The numbers certainly are impressive: African-American students improved their graduation rate to 75.8 percent, up 23 points from 2003. Hispanics posted a 77.6 percent rate, up more than 29 points, and economically disadvantaged students had a 76 percent rate, up more than 24 points since 2003.
Perdue credited the state's pioneering program of putting graduation coaches in all middle and high schools to focus on students at risk of dropping out - a program "no other state had even thought of," the governor said.
No doubt graduation coaches have had an impact, but no doubt it would have been even greater had Perdue not shifted the $40 million funding from a line item in the state budget to the general fund last year, allowing schools to spend the money as they pleased.

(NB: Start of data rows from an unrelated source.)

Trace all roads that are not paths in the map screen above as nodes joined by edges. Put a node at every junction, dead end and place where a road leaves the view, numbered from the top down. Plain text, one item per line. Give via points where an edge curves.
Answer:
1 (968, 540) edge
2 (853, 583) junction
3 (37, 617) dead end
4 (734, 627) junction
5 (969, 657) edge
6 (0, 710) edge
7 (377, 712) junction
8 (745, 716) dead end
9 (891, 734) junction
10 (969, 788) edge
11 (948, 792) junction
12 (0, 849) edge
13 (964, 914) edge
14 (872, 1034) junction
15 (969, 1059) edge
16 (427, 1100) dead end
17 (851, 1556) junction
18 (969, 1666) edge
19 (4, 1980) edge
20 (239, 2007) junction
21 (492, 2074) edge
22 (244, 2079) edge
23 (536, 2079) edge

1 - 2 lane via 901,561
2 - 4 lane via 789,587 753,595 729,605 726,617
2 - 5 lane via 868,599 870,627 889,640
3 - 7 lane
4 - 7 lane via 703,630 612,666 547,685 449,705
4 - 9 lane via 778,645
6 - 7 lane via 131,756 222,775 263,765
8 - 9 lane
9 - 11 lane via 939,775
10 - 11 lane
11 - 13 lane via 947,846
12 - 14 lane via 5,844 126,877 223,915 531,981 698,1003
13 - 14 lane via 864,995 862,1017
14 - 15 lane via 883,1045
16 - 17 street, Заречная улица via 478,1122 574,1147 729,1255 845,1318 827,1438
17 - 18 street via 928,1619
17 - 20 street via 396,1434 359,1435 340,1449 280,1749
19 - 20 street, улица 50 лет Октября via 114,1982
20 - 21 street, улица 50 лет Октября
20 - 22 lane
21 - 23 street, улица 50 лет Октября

As a result, at least 170 graduation coaches were cut out of 840 statewide. Cobb and Marietta were among school districts that stuck with most or all of their graduation coaches despite temptations to balance the budget by cutting these counselors.
A far weightier issue is the method used by Georgia education officials to calculate the graduation rate. It's called the "leaver rate," used by more than 30 states. But this method relies on incomplete dropout data and other information, critics say.
Various reports suggest that Georgia's graduation rate, using a different method, was less than 60 percent in 2007 and 2005. For example, the EPE Research Center in its report last June pegged the rate at 58.1 percent for the class of 2005 versus a national average of 70.6 percent. Georgia ranked sixth from the bottom among all the states, according to the research center which said on average 331 students were dropping out every school day in Georgia.
The idea that the rate has vaulted to almost 81 percent was greeted with skepticism by the EPE research director. On that point, state Superintendent Bryant virtually conceded, saying Georgia is going along with a nationwide move to the "cohort rate" of figuring the percentage of students that graduate. It's supposed to be "more fair."
The cohort method will track students through grades 9-12 to the point where they have diplomas in their hands. And it will mean a drop in Georgia's graduation rate, Bryant admits, saying the state board of education is expecting this to happen. But he has said he's more concerned about keeping the graduation rate on an uptrend.
That's all the people of Georgia need - another big letdown on educational achievement because of still another change in methodology. Can we get it right this time?